To get a more impartial opinion, she says ask others to answer these same questions about you. Ideally co-workers are the best audience, but if you work in a smaller firm, or are a sole proprietor, CPA peers outside of your office, someone in a related field, or your personal board of directors can also serve as a sounding board.

The firm assessment, however, should be done as a group exercise, Tracy says. You are not only trying to unearth the team’s hidden talents–who is best at client relations, who is the research guru, etc.– but also trying to assess the firms’ resources, true expertise and potential growth areas.

Questions may include: What is our firm’s identity? Our capacity? Why should our clients do business with us? How do we differ from our competitors?

The final assessment, Tracy says, should be an internal assessment of your client base. Again, this assessment is done within the firm, before you actually engage with clients to determine their needs.

“To develop your specialty as a strategic advisor you need to understand t your current client base.
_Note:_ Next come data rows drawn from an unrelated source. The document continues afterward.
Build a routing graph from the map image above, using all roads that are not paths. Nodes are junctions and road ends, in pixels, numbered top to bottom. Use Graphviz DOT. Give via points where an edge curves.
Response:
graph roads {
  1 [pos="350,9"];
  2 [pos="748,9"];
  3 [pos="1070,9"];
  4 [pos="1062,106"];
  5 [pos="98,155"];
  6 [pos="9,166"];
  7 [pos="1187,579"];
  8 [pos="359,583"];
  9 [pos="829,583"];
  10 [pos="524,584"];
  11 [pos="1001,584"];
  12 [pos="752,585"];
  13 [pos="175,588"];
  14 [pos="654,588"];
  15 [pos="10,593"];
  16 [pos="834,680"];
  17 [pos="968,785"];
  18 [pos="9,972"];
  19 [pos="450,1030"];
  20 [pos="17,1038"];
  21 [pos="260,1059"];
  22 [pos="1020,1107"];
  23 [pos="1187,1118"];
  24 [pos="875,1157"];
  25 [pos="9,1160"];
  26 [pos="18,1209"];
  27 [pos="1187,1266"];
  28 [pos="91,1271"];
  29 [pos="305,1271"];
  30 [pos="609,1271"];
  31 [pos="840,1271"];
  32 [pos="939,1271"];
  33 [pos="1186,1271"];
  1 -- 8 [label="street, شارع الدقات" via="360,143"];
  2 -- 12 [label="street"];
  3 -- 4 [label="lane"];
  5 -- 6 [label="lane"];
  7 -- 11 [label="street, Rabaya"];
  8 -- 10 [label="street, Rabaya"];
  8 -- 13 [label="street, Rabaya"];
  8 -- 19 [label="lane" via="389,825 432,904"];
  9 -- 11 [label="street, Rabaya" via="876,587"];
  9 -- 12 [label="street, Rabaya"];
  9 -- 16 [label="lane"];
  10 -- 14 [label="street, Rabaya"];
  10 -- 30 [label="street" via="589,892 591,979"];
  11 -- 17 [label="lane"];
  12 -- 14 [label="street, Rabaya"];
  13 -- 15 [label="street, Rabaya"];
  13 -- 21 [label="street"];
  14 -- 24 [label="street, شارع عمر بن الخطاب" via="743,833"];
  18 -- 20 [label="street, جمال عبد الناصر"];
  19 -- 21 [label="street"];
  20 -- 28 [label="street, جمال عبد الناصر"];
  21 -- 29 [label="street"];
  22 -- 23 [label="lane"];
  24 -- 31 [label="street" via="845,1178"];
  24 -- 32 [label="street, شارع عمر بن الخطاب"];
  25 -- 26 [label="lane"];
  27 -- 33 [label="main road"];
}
If you don’t know how your clients are interconnected, you won’t see what your niche already is,” Tracy says.

Determine who your A/B/C/D clients are, she says. Ask when do clients refer others to your firm? Where are your clients in their business life cycle? How profitable is each client for you? Questions like these can help you identify your expertise and narrow your client base to those who are the right fit for your firm.

There may be difficult choices. “If you only have one non-profit on your books, for example, you may need to make an honest decision as to what to do with that client,” Tracy says.

But pinpointing your high value clients essentially opens the door to your new advising possibilities. Now, Tracy says, you can hone in on one or two that may need more help and prepare the questions that will eventually help you determine the nexus of their unmet needs and your strategic counseling.

Changing Your Mindset

Once you’ve completed the legwork of understanding yourself and your clients better, you can begin to think beyond core accounting services to consider holistic, strategic, and proactive advice and ideas you might like to offer.

But before you approach any client, Tracy cautions, you or your firm should formally define your mission as a strategic advisor, and underscore the principles that will keep your clients’ best interests at heart. You also need to communicate with and include staff.

Tracy believes it’s particularly important for smaller firms to delineate from the outset which services they can and want to tackle, those which fall within their manageable scope, and those they need to outsource to other experts–lawyers, investment advisors, or peer accountants with a different area of expertise than their firm.

“You need a good network in your back pocket to handle things outside of your realm. For instance if I’m talking to business client and they have succession issues, I can refer them to an estate attorney. In fact, I can recommend two or three of them but I still quarterback the process,” Tracy says.

The new role of strategic advisor will also likely require you to rethink your approach to client service, whether that means moving beyond the billable hour, asking clients more questions (if you only ask about taxes that’s the only work you’ll get), or building broader client relationships learning more about client’s families, their future plans, life circumstances, historical background, etc.

No doubt, there will be challenges as you shift your mindset into this new mode–making time for the transition and changing your clients’ perception of CPAs and their value to name just two–but those who do the prep work up front stand to reap lasting rewards.

“CPAs who carefully plan their transition to strategic advisor not only build more natural and enjoyable client relationships, they also create a real ‘stickiness’ with the client because they’re not just selling a product, they’re offering the client real insight into their business”.